## DESCRIPTION OF THE TASK
Your task is to repeat the entries exactly from their first line through the line with "Input: one rendered map. Extract", and to stop there.

(Saved entries)
+===+
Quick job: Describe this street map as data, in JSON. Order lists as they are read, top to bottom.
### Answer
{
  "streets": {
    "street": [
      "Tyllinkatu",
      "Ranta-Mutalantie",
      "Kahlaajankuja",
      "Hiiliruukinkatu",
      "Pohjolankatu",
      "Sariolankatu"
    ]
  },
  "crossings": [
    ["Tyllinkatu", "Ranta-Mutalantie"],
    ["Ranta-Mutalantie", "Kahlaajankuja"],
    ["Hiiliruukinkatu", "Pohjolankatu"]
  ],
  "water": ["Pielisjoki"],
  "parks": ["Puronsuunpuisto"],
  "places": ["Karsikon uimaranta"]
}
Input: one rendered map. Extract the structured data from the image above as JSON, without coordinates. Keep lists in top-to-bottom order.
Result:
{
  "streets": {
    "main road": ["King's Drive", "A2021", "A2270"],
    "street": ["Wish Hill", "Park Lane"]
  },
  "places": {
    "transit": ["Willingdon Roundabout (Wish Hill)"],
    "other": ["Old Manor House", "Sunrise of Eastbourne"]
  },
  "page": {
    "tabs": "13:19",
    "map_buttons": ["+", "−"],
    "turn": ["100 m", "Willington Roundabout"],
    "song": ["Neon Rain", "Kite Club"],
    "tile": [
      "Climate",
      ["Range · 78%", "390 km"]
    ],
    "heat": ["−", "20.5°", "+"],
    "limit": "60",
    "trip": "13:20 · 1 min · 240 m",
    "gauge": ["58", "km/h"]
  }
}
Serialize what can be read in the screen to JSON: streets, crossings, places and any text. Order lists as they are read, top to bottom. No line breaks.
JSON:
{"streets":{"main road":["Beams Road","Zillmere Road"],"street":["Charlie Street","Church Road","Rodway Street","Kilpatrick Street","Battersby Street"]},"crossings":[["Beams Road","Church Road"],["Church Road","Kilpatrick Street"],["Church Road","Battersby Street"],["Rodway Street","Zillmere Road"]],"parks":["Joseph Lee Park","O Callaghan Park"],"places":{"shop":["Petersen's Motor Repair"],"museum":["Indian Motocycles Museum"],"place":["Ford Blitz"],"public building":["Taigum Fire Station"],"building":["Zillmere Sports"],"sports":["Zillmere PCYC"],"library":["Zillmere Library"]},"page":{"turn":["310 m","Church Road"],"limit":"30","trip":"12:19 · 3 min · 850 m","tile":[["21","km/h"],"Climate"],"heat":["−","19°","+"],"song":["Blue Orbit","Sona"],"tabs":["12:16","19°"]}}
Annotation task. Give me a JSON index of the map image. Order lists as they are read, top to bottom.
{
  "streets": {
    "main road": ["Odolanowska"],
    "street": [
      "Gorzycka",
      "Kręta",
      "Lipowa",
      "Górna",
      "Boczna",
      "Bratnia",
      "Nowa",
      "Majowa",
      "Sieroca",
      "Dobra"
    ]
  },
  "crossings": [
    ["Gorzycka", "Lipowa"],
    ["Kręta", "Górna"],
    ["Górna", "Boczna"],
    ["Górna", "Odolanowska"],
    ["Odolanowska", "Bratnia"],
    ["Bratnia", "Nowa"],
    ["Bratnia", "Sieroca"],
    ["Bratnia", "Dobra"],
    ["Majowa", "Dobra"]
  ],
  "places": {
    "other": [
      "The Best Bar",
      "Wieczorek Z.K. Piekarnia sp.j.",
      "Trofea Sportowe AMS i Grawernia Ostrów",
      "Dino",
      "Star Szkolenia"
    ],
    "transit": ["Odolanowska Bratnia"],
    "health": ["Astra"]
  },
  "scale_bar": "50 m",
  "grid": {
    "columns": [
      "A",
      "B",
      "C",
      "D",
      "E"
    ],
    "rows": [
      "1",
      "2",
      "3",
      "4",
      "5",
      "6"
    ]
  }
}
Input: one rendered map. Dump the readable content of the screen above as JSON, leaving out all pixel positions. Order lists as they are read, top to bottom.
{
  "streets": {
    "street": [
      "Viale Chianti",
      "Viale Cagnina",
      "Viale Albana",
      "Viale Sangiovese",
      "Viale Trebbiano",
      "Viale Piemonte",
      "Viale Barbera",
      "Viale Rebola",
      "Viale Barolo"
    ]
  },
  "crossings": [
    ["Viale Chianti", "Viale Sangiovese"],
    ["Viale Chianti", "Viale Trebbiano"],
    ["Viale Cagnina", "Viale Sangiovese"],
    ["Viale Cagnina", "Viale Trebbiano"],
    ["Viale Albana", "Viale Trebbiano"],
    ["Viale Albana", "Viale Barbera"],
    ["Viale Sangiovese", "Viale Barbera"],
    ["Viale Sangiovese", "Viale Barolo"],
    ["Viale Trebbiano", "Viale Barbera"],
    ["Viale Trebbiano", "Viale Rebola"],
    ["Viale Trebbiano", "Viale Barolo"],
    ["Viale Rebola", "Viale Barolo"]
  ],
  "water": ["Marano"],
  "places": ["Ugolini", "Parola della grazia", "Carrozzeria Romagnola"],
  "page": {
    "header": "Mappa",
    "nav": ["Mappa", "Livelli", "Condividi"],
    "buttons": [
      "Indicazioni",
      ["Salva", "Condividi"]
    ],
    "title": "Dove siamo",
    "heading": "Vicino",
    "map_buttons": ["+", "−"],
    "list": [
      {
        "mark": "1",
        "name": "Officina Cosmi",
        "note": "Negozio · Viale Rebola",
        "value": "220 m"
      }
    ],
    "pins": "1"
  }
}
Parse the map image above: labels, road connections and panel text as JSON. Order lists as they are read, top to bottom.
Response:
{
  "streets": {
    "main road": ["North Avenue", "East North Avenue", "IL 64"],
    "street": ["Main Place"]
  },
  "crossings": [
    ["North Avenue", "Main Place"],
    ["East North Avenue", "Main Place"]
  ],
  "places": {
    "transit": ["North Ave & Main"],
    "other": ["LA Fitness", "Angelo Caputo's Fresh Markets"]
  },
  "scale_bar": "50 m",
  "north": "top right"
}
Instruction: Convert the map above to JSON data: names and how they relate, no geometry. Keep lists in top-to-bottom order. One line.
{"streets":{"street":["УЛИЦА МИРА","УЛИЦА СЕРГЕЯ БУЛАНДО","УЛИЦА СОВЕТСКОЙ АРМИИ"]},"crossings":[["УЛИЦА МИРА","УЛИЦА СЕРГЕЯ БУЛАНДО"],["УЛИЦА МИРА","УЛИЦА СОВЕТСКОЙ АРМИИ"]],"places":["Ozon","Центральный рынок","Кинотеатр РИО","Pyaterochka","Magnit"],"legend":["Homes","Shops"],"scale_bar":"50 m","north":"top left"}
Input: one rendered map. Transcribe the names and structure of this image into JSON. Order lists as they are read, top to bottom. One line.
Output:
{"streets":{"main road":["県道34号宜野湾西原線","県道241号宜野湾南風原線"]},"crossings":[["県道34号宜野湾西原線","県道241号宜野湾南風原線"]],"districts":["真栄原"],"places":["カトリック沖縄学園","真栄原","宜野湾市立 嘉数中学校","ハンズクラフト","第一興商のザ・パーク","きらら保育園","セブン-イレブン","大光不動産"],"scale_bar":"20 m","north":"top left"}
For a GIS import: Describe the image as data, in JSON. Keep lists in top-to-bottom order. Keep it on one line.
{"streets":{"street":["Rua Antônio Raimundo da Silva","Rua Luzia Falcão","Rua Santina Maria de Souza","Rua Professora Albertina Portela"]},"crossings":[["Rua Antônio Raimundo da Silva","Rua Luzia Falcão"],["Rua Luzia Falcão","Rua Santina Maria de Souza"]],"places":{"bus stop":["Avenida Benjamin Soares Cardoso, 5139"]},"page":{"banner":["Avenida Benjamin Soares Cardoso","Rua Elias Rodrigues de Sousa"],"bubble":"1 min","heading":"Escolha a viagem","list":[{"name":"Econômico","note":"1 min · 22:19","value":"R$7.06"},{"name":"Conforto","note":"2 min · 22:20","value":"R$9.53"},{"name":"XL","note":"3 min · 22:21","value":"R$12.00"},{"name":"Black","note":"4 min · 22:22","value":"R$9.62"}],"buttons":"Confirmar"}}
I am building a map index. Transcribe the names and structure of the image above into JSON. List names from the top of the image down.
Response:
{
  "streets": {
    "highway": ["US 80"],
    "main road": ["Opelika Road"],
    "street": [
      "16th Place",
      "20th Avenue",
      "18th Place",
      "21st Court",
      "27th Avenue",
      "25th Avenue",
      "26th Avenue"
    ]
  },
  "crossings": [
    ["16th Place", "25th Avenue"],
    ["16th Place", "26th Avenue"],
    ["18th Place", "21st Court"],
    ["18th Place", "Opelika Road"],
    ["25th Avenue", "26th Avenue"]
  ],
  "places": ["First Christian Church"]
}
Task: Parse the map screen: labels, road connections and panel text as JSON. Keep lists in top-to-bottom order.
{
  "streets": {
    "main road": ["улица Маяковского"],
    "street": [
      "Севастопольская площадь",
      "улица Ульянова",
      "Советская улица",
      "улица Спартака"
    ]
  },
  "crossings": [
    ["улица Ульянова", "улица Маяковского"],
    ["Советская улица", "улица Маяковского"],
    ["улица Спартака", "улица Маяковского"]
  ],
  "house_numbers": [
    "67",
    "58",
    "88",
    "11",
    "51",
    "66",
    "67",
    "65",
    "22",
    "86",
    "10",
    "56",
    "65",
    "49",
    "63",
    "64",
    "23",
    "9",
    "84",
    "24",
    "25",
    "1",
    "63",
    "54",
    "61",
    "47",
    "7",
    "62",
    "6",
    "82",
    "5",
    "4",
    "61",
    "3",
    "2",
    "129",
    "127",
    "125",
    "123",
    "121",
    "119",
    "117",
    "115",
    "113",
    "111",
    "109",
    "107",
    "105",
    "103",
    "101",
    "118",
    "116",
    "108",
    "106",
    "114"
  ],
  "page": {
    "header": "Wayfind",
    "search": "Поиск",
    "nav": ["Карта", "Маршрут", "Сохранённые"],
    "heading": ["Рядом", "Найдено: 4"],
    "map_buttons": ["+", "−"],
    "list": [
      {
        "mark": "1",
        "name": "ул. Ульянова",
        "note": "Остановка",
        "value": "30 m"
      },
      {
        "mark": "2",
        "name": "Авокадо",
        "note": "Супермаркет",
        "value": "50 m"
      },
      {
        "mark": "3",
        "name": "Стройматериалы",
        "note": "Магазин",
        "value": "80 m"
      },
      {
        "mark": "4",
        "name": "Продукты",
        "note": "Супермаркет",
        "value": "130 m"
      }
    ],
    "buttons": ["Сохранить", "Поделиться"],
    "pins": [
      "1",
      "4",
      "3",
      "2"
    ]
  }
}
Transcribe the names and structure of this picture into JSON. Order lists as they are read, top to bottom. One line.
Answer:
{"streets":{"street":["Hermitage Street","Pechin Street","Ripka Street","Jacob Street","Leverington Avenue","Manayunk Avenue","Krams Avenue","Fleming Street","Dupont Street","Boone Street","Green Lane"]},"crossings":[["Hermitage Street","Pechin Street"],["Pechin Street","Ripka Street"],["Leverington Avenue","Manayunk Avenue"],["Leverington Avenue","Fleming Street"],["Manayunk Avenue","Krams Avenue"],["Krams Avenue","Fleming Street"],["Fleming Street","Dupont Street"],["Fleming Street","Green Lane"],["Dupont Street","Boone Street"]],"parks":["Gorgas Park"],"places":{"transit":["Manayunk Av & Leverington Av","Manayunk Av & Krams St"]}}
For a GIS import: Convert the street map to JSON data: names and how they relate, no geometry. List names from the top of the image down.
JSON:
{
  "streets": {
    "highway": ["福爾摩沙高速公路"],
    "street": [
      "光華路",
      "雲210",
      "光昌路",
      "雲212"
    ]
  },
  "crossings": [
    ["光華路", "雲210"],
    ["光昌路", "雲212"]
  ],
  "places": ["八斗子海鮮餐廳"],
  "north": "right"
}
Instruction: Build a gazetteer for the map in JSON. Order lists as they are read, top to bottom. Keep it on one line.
+===+
## TASK OUTPUT
Quick job: Describe this street map as data, in JSON. Order lists as they are read, top to bottom.
### Answer
{
  "streets": {
    "street": [
      "Tyllinkatu",
      "Ranta-Mutalantie",
      "Kahlaajankuja",
      "Hiiliruukinkatu",
      "Pohjolankatu",
      "Sariolankatu"
    ]
  },
  "crossings": [
    ["Tyllinkatu", "Ranta-Mutalantie"],
    ["Ranta-Mutalantie", "Kahlaajankuja"],
    ["Hiiliruukinkatu", "Pohjolankatu"]
  ],
  "water": ["Pielisjoki"],
  "parks": ["Puronsuunpuisto"],
  "places": ["Karsikon uimaranta"]
}
Input: one rendered map. Extract the structured data from the image above as JSON, without coordinates. Keep lists in top-to-bottom order.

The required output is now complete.